Let’s now define the most basic terms, which are whole numbers (not rates):

  • true positives (TP): These are cases in which we predicted yes (they have the disease), and they do have the disease.

  • true negatives (TN): We predicted no, and they don’t have the disease.

  • false positives (FP): We predicted yes, but they don’t actually have the disease. (Also known as a “Type I error.”)

  • false negatives (FN): We predicted no, but they actually do have the disease. (Also known as a “Type II error.”)

Now let’s modify this table a bit, and add some columns to know about “Total Predicted No”, “Total Predicted Yes” & “Total Actual No”, “Total Actual Yes”

confusion_matrix2.png

And Now Precision and Recall can be measured using this confusion matrix.

Precision

It is the ratio of the relevant instances among the retrieved instances.

This metric is calculated for each class individually.

For Class 1 (YES):

Precision = \(\dfrac{TP}{TP + FP}\)

Precision = \(\dfrac{100}{100 + 10}\)

Precision = \(90.9\)

For Class 0 (NO):

Precision = \(\dfrac{TN}{TN + FN}\)

Precision = \(\dfrac{50}{50 + 5}\)

Precision = \(90.9\)

Recall

Recall is the fraction of relevant instances that were retrieved

This metric is also calculated for each class individually.

For Class 1 (YES):

Recall = \(\dfrac{TP}{TP + FN}\)

Recall = \(\dfrac{100}{100 + 5}\)

Recall = \(95.2\)

For Class 0 (NO):

Recall = \(\dfrac{TN}{TN + FP}\)

Recall = \(\dfrac{50}{50 + 10}\)

Recall = \(83.3\)

So now the Big Question comes: What should we use Precision or Recall?

And the answer to this Question is totally dependent on the task we want to perform. Suppose we are buliding an Ad-Blocker for a kids website. So if our model blocks a non-adult Ad, then it should not be a problem, but if it allows an Adult Ad on the website, then it will be an issue, as the website is made for Kids.
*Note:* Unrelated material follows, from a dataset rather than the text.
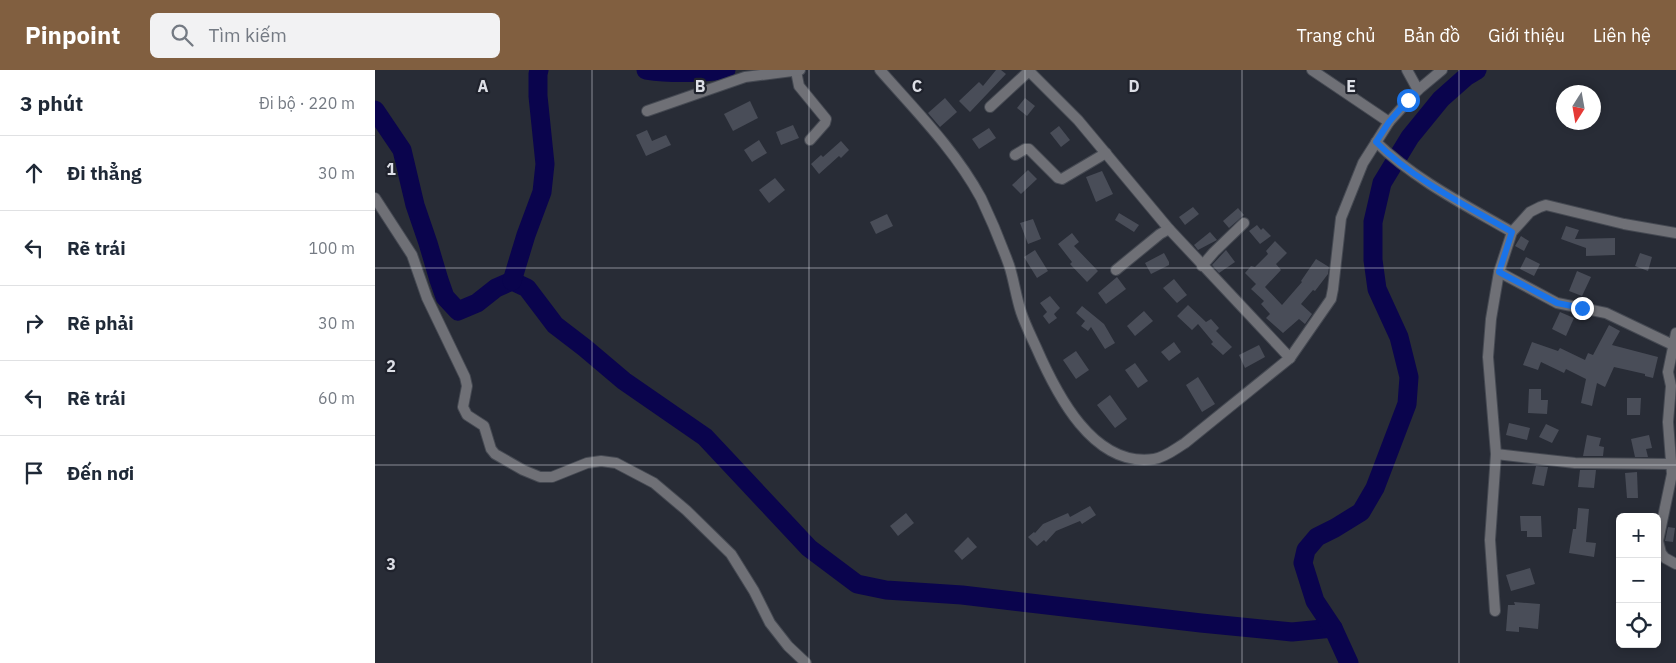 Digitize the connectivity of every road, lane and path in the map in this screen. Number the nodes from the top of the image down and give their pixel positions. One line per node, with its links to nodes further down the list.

So we should rely on a model that must block the “adult ads”, whether it misclassify and block a “non-adult ad”. So in this case, we’ll prefer a model that gives high Recall for Class 0(Non-Adult Ad).


Note:

It is always recommended to assign +ve to the minority class, means the instances of the minority class belongs to 1 rather than 0. It increases the efficiency of Precision and Recall.


F-1 Score:

It is a metric that is used to combine the precision and recall metrics, and give a combined accuracy. It calculates the harmonic mean of Precision & Recall.

F-1 Score = \(\dfrac{2}{\dfrac{1}{p} + \dfrac{1}{r}}\)

\(p\) ==> Precision

\(r\) ==> Recall

ROC Curve

This is a commonly used graph that summarizes the performance of a classifier over all possible thresholds. It is generated by plotting the True Positive Rate (y-axis) against the False Positive Rate (x-axis) as you vary the threshold for assigning observations to a given class.

Recall for class 1:

\(\dfrac{TP}{TP + FN} = \dfrac{\textrm{Total True Positive by Model}}{\textrm{Total actually Positive}}\hspace{1cm}\) #[This term is also called Senstivity]

Senstivity is called True Positive Rate.

Recall for Class 0:

\(\dfrac{TN}{TN + FP} = \dfrac{\textrm{Total True Negative by Model}}{\textrm{Total actually Negative}}\hspace{1cm}\) #[This term is also called Specificity]

(1-Specificity) is called False Positive Rate.

So ROC Curve is a plot between Senstivity v/s (1 - Specificity)

AUC3.png

Threshold Tuning:

When we train a model for classification, it gives us any number between 0 & 1. And we generally say if it’s below 0.5, it belongs to class 0. Or if its above or equal to 0.5, it belongs to class 1.

So we can say, here Threshold = 0.5

But suppose we change the threshold to 0, then every instance will belong to 1. And if we change threshold to 1, then every instance will belong 0.

And if Threshold = 0, then:

Senstitvity = 1

Specificity = 0

If Threshold = 1, then:

Senstivity = 0

Specificity = 1

So what should we keep the value of threshold?
The value of best threshold can be found by looking at the Area under the ROC Curve.

AUC (Area Under Curve):

It is the area covered under the ROC curve. And the maximum is the value of AUC, the better will be the performance of the model.

sensitivity-vs-specificity-vs-ROC-vs-AUC.png

The graph of the First model has maximum AUC, which means it is the best model among all.

Same way, AUC value of the Second model is average, making it a good model.

The AUC value of Third model is minimum, making it the worse model.